Task to complete:
Every line of the listing below is to be duplicated exactly, with the pictures left out.

Data shown:

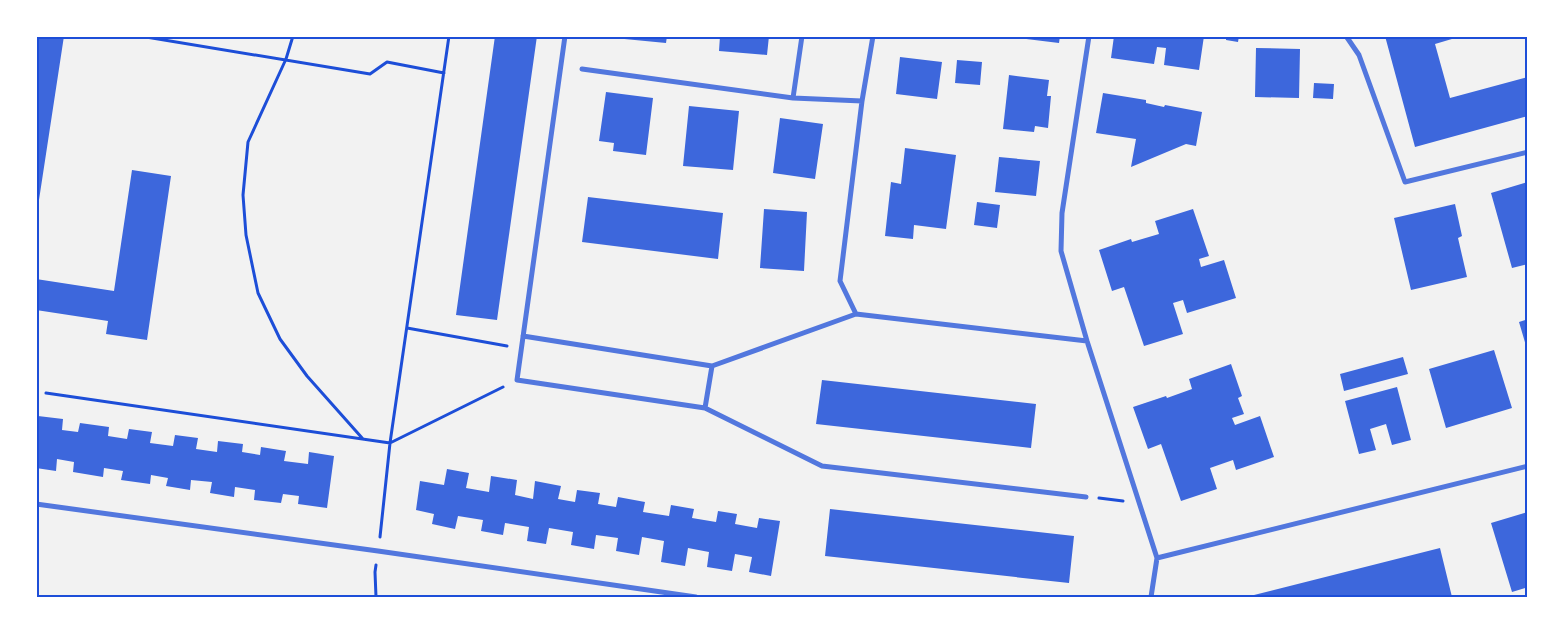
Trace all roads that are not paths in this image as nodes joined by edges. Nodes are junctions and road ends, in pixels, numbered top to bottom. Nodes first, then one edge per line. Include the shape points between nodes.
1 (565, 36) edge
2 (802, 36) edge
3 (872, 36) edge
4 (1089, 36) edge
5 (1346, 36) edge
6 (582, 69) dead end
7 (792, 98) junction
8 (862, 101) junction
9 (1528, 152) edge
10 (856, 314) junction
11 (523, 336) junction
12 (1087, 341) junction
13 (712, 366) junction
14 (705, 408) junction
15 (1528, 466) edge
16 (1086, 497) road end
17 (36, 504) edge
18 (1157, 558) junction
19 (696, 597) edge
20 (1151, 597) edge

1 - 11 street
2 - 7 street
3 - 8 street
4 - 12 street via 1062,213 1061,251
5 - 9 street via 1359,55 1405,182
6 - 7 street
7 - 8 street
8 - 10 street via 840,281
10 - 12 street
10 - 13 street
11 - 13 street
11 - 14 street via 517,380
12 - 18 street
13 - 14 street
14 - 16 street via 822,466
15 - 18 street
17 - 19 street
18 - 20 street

Answer to this problem:
Trace all roads that are not paths in this image as nodes joined by edges. Nodes are junctions and road ends, in pixels, numbered top to bottom. Nodes first, then one edge per line. Include the shape points between nodes.
1 (565, 36) edge
2 (802, 36) edge
3 (872, 36) edge
4 (1089, 36) edge
5 (1346, 36) edge
6 (582, 69) dead end
7 (792, 98) junction
8 (862, 101) junction
9 (1528, 152) edge
10 (856, 314) junction
11 (523, 336) junction
12 (1087, 341) junction
13 (712, 366) junction
14 (705, 408) junction
15 (1528, 466) edge
16 (1086, 497) road end
17 (36, 504) edge
18 (1157, 558) junction
19 (696, 597) edge
20 (1151, 597) edge

1 - 11 street
2 - 7 street
3 - 8 street
4 - 12 street via 1062,213 1061,251
5 - 9 street via 1359,55 1405,182
6 - 7 street
7 - 8 street
8 - 10 street via 840,281
10 - 12 street
10 - 13 street
11 - 13 street
11 - 14 street via 517,380
12 - 18 street
13 - 14 street
14 - 16 street via 822,466
15 - 18 street
17 - 19 street
18 - 20 street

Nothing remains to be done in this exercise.